There was always such a nice mix wherever we went of people. Of course there were the usual college kids out to get as close to alcohol poisoning as possible without dying. But there were also groups of women on ladies' weekends, older couples, families, some locals perhaps stuck in there. All of the bars and restaurants we went to had this mix of people and it lent the whole place an air of genial, "we're all here to have a good time and eat enough Cajun/Creole food to gain several pounds" conviviality. For dinner Friday night we ate at K'Paul's. The chef is Paul Prudhomme (gotta love all the French surnames), who is apparently one of the first "celebrity" chefs. I wish I had pictures to show of the food I ate, but the time it would have taken to snap a photo would have meant at least five seconds of not stuffing my face, so unfortunately I couldn't make that sacrifice.

I got salmon with jambalaya and I've had "jambalaya" before, but this was no "jambalaya." This was jamba-freaking-laya. Jambalaya from the place jambalaya was born. Jambalaya in the wild if you will. So, so good. I almost wept when I was too full to finish it. Because we were trying to be good that first night and not put ourselves in the position of feeling like poo the next day, we took it relatively easy. I got my first to-go drink of the weekend, this delicious strawberry flavored beer from a local brewery, Covington (so many local breweries around New Orleans, apparently Blue Moon is from the region, again, most awesome things in life seem to originate in Louisiana).

really thrilled about this to-go drink culture (and WINE smoothies)

Then we walked to stand in line at Preservation Hall, a historic venue in New Orleans (although what in New Orleans isn't super historic is beyond me) that was founded to preserve jazz and features nightly jazz concerts.
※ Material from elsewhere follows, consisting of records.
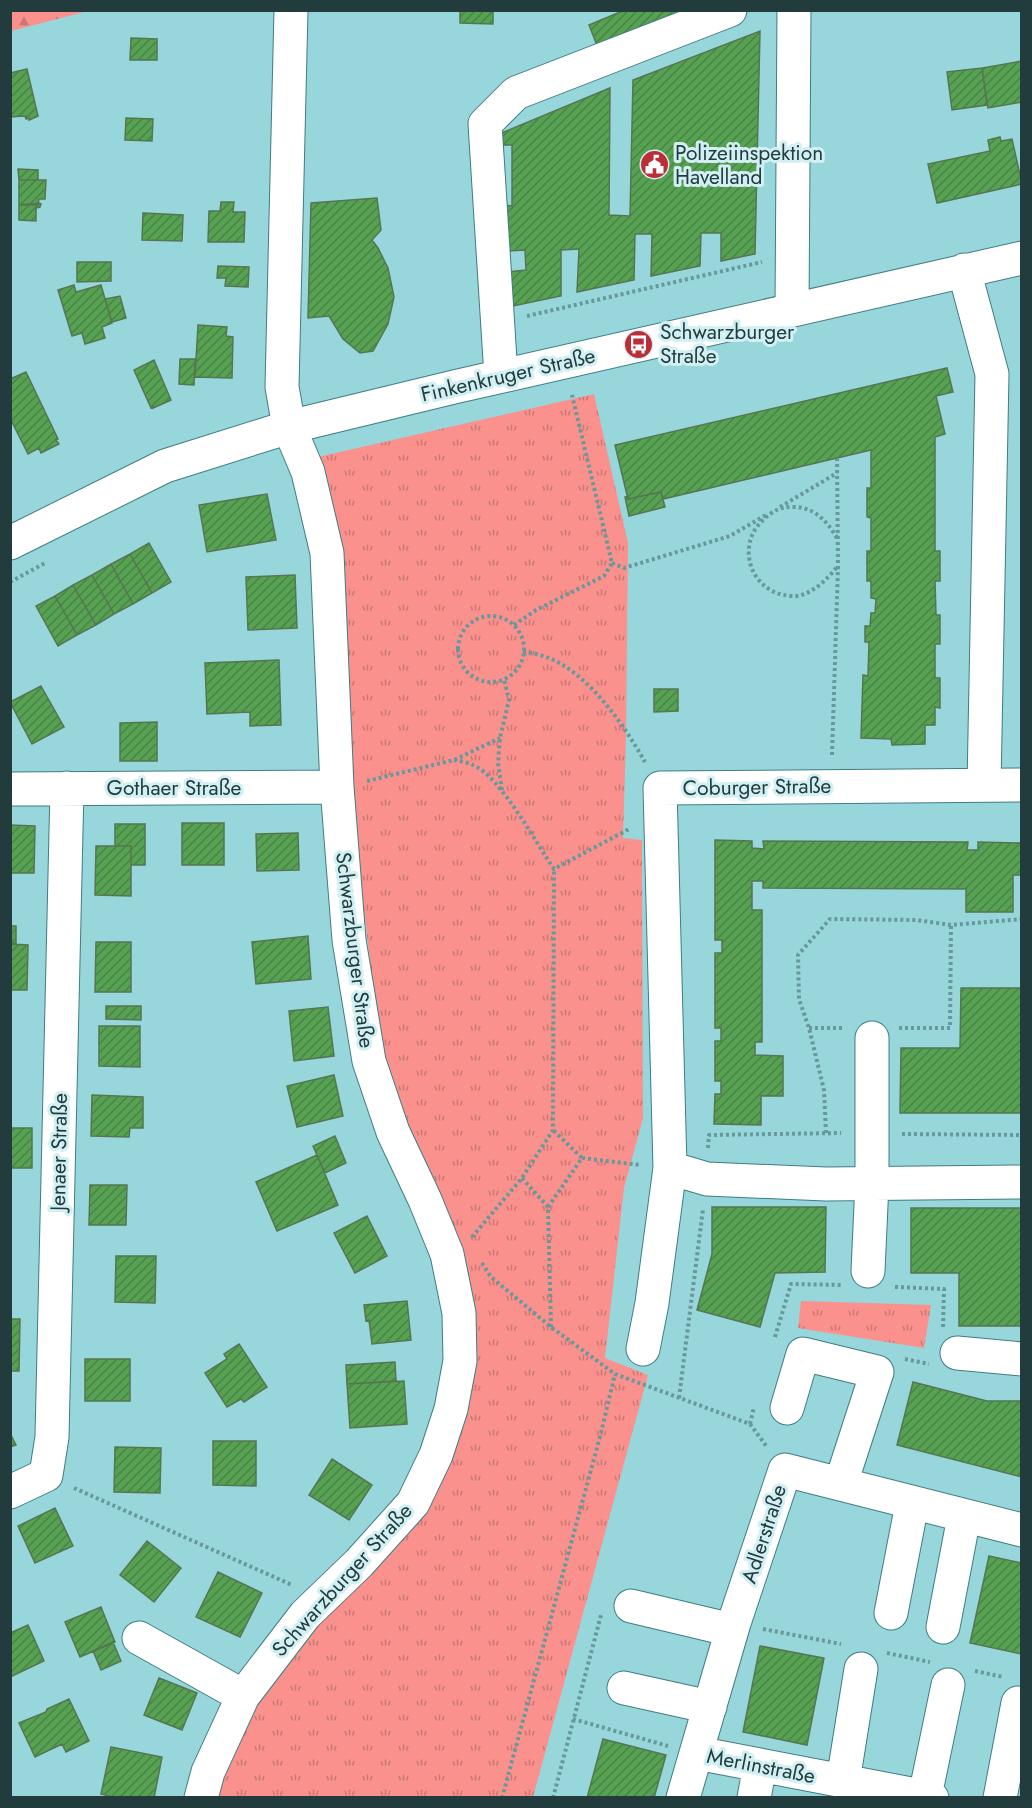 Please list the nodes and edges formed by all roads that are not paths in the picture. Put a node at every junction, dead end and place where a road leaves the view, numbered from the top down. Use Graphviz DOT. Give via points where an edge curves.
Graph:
graph roads {
  1 [pos="291,10"];
  2 [pos="730,10"];
  3 [pos="794,10"];
  4 [pos="1022,258"];
  5 [pos="964,270"];
  6 [pos="792,309"];
  7 [pos="501,376"];
  8 [pos="289,427"];
  9 [pos="10,543"];
  10 [pos="984,785"];
  11 [pos="1022,785"];
  12 [pos="337,787"];
  13 [pos="67,788"];
  14 [pos="10,789"];
  15 [pos="872,1032"];
  16 [pos="670,1152"];
  17 [pos="1022,1182"];
  18 [pos="872,1183"];
  19 [pos="868,1281"];
  20 [pos="643,1349"];
  21 [pos="944,1350"];
  22 [pos="1022,1359"];
  23 [pos="771,1406"];
  24 [pos="841,1483"];
  25 [pos="10,1492"];
  26 [pos="912,1504"];
  27 [pos="964,1516"];
  28 [pos="1022,1530"];
  29 [pos="631,1606"];
  30 [pos="891,1613"];
  31 [pos="943,1627"];
  32 [pos="732,1630"];
  33 [pos="139,1638"];
  34 [pos="861,1668"];
  35 [pos="948,1685"];
  36 [pos="624,1688"];
  37 [pos="243,1696"];
  38 [pos="1018,1703"];
  39 [pos="710,1707"];
  40 [pos="697,1753"];
  41 [pos="760,1765"];
  42 [pos="830,1785"];
  43 [pos="891,1794"];
  44 [pos="201,1797"];
  45 [pos="683,1797"];
  46 [pos="754,1797"];
  47 [pos="929,1797"];
  48 [pos="1000,1797"];
  1 -- 8 [label="street, Schwarzburger Straße" via="282,387"];
  2 -- 7 [label="street" via="516,93 485,124"];
  3 -- 6 [label="street"];
  4 -- 5 [label="street, Finkenkruger Straße"];
  5 -- 6 [label="street, Finkenkruger Straße"];
  5 -- 10 [label="street" via="992,374"];
  6 -- 7 [label="street, Finkenkruger Straße"];
  7 -- 8 [label="street, Finkenkruger Straße"];
  8 -- 9 [label="street, Finkenkruger Straße" via="165,466"];
  8 -- 12 [label="street, Schwarzburger Straße" via="309,472 327,553"];
  10 -- 11 [label="street, Coburger Straße"];
  10 -- 16 [label="street, Coburger Straße" via="831,786 661,800"];
  12 -- 13 [label="street, Gothaer Straße"];
  12 -- 37 [label="street, Schwarzburger Straße" via="349,940 369,1061 393,1132 447,1254 459,1313 460,1361 451,1409 436,1455 413,1503 305,1615"];
  13 -- 14 [label="street, Gothaer Straße"];
  13 -- 25 [label="street, Jenaer Straße" via="52,1437 46,1475"];
  15 -- 18 [label="street"];
  16 -- 18 [label="street" via="707,1179"];
  16 -- 20 [label="street, Coburger Straße"];
  17 -- 18 [label="street"];
  18 -- 19 [label="street"];
  21 -- 22 [label="street"];
  23 -- 24 [label="street" via="803,1354 877,1372"];
  24 -- 26 [label="street, Adlerstraße"];
  24 -- 32 [label="street, Adlerstraße" via="785,1470"];
  26 -- 27 [label="street, Adlerstraße"];
  26 -- 30 [label="street"];
  27 -- 28 [label="street, Adlerstraße"];
  27 -- 31 [label="street"];
  29 -- 32 [label="street"];
  32 -- 39 [label="street, Adlerstraße"];
  33 -- 37 [label="street"];
  34 -- 42 [label="street"];
  35 -- 47 [label="street"];
  36 -- 39 [label="street"];
  37 -- 44 [label="street, Schwarzburger Straße" via="208,1772"];
  38 -- 48 [label="street"];
  39 -- 40 [label="street, Adlerstraße"];
  40 -- 41 [label="street, Merlinstraße"];
  40 -- 45 [label="street, Adlerstraße"];
  41 -- 42 [label="street, Merlinstraße"];
  41 -- 46 [label="street"];
  42 -- 43 [label="street, Merlinstraße"];
  43 -- 47 [label="street, Merlinstraße"];
}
(not my picture, stolen from Wikipedia)

There was a long line, but I had a to-go beer so I was happy as a clam. Honestly if to-go drinking were legal everywhere, people would be so much more relaxed about lines. Just think about how much more pleasurable the DMV would be. We got in luckily and were ushered into a tiny, no frills room.

if you couldn't tell, again not my picture, it was against the rules to take pictures inside, this is from the NY Times, those notorious rule breakers

We were at the very back and for the first half of the concert I could only see the tops of people's heads and occasionally shiny objects which I assumed were horns and trombones and the like (I am not a jazz expert). But I didn't care that I couldn't see. I could hear. Now like I said I am not a jazz expert. Up until this weekend I would not have even called myself a jazz fan. I associated jazz with a lot of discordant sounds and bleeps and bloops. But I don't think I had ever really heard jazz. Not like this. Not in a city like New Orleans. This is where jazz was born. An entire genre of music was born in this city. And to hear it there, in this little cramped room, in the middle of the French Quarter, surrounded by people who weren't talking or singing along or playing with cell phones, but just listening, quietly listening, nearly holding their breaths with listening. To hear it there made me instantly a jazz fan, instantly awed and surprised and knocked on my feet by how good it can be, how fun and silly and simultaneously soulful and honest jazz is. I can't describe the music. I can't talk about the instruments at any length. I can just say, if you're like me and think jazz is just a bunch of made up notes and funny sounds, go to New Orleans, go to Preservation Hall or any of the other number of venues with nightly live jazz, and just listen. Listen and more importantly hear. Because you'll hear it. Whatever jazz is, whatever it's meant to be. You'll hear it. I did.